While roxadustat had minimal or no effect on intermediate (glycated albumin) and long-term (HbA1c) markers of glycemic control, changes in cholesterol values were observed in the Diabetes and No Diabetes subgroups. Total cholesterol and LDL-C decreased initially and were maintained at levels lower than baseline through Week 52 irrespective of diabetes status, confirming prior findings in phase 2 and 3 studies [24, 25, 30]. The decrease in HDL-C is consistent with prior observations and occurs to such a small extent relative to LDL-C lowering that the LDL/HDL ratio is improved with roxadustat, as has been reported in other studies [31]. While 40–55% of patients were receiving a statin at Week 24, roxadustat likely contributes to these improvements as well irrespective of statin therapy use. In vitro studies have described the effects of hypoxia-inducible factor on acetyl coenzyme A that are required for the first step of cholesterol synthesis and in 3-hydroxy-3-methylglutaryl coenzyme A reductase degradation, the rate-limiting enzyme in cholesterol synthesis [32,33,34].

There were no considerable changes in eGFR in the Diabetes or No Diabetes subgroups through Week 52. A meaningful decrease in eGFR would not be expected over 52 weeks, thus the potential impact of roxadustat in either patient population on this parameter requires additional investigation [35]. Some of the worsening of anemia outcomes resulting from CKD progression comes from increased hepcidin concentrations, impaired iron metabolism, and decreased ESA efficacy, which might potentially be mitigated by roxadustat [36]. The effects on long-term outcomes from roxadustat in patients with NDD CKD who progress in their disease and require dialysis need further evaluation.

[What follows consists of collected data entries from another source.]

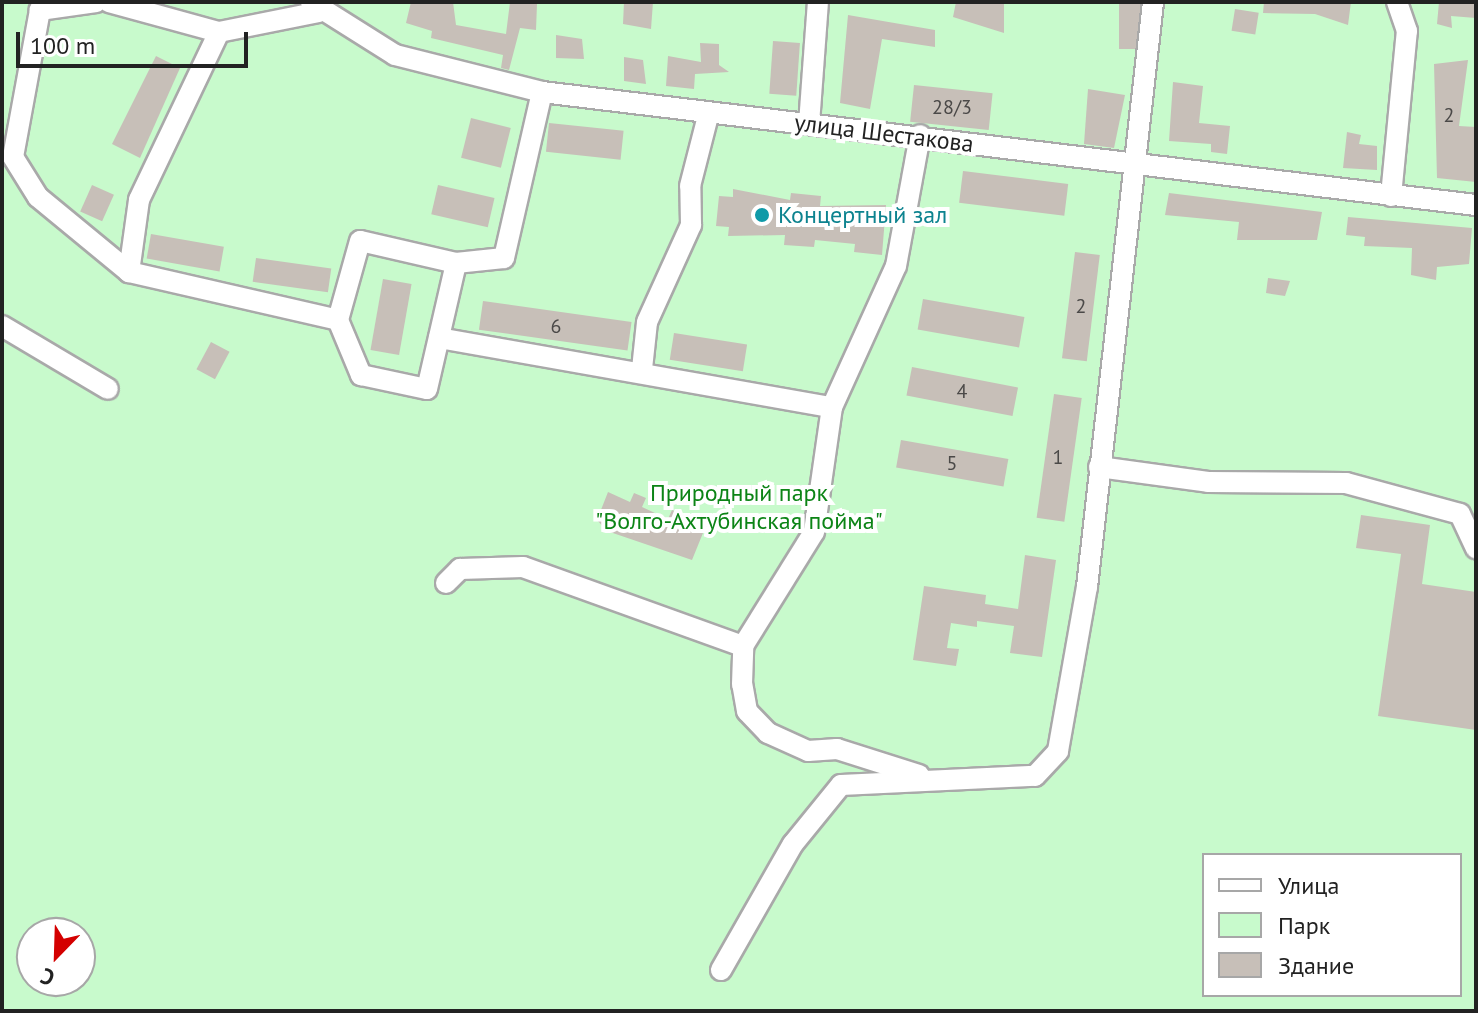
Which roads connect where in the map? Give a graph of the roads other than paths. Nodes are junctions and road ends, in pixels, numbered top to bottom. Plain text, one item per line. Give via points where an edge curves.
1 (96, 2) edge
2 (109, 2) edge
3 (818, 2) edge
4 (1153, 2) edge
5 (1397, 2) edge
6 (315, 7) edge
7 (219, 32) junction
8 (542, 92) junction
9 (709, 112) junction
10 (809, 124) junction
11 (920, 135) junction
12 (1129, 168) junction
13 (1391, 196) junction
14 (1476, 205) edge
15 (456, 263) junction
16 (129, 272) junction
17 (338, 320) junction
18 (2, 326) edge
19 (439, 338) junction
20 (642, 369) junction
21 (108, 389) dead end
22 (832, 407) junction
23 (1099, 467) junction
24 (1476, 549) edge
25 (446, 583) dead end
26 (743, 646) junction
27 (923, 777) junction
28 (721, 970) dead end

1 - 16 street via 40,10 13,157 38,197
2 - 7 street
3 - 10 street
4 - 12 street
5 - 13 street via 1407,31
6 - 7 street
6 - 8 street, улица Шестакова via 395,55
7 - 16 street via 139,200
8 - 9 street, улица Шестакова
8 - 15 street via 504,258
9 - 10 street, улица Шестакова
9 - 20 street via 690,186 691,225 647,322
10 - 11 street, улица Шестакова
11 - 12 street, улица Шестакова
11 - 22 street via 896,266
12 - 13 street, улица Шестакова
12 - 23 street
13 - 14 street, улица Шестакова
15 - 17 street via 360,241
15 - 19 street
16 - 17 street
17 - 19 street via 361,375 427,389
18 - 21 street
19 - 20 street
20 - 22 street
22 - 26 street via 814,532
23 - 24 street via 1208,482 1346,483 1460,514
23 - 27 street via 1058,751 1035,776
25 - 26 street via 460,569 523,567
26 - 27 street via 747,711 768,733 808,751 837,749
27 - 28 street via 841,785 793,844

These study results should be considered hypothesis-generating as they were a post hoc analysis of the 1517-CL-0310 study and descriptive comparisons rather than inferential statistics were performed [12]. Most patient characteristics were similar between the Diabetes and No Diabetes subgroups, though some factors, such as medication use and the natural progression of diabetes and DKD, could have affected parameters regardless of roxadustat use. The Japanese patient population of this study may limit generalizability to other populations. In particular, parenteral iron use was restricted according to the study design, which may differ from treatment strategies used for many NDD CKD patients in other healthcare systems [37]. Because not all disease state–related parameters could be evaluated, select, clinically relevant parameters may be considered for future assessment. Additionally, there was no comparator agent evaluated in this analysis as patients randomized to DA received treatment through Week 24 rather than through Week 52 for patients who received roxadustat, which precluded comparison of longer-term outcomes of interest.

There were no clinically meaningful differences between patients with NDD CKD and anemia with or without diabetes mellitus enrolled in this phase 3 study for hematologic, iron-related, metabolic, or renal parameters. Roxadustat maintained hemoglobin levels in the target range regardless of diabetes diagnosis.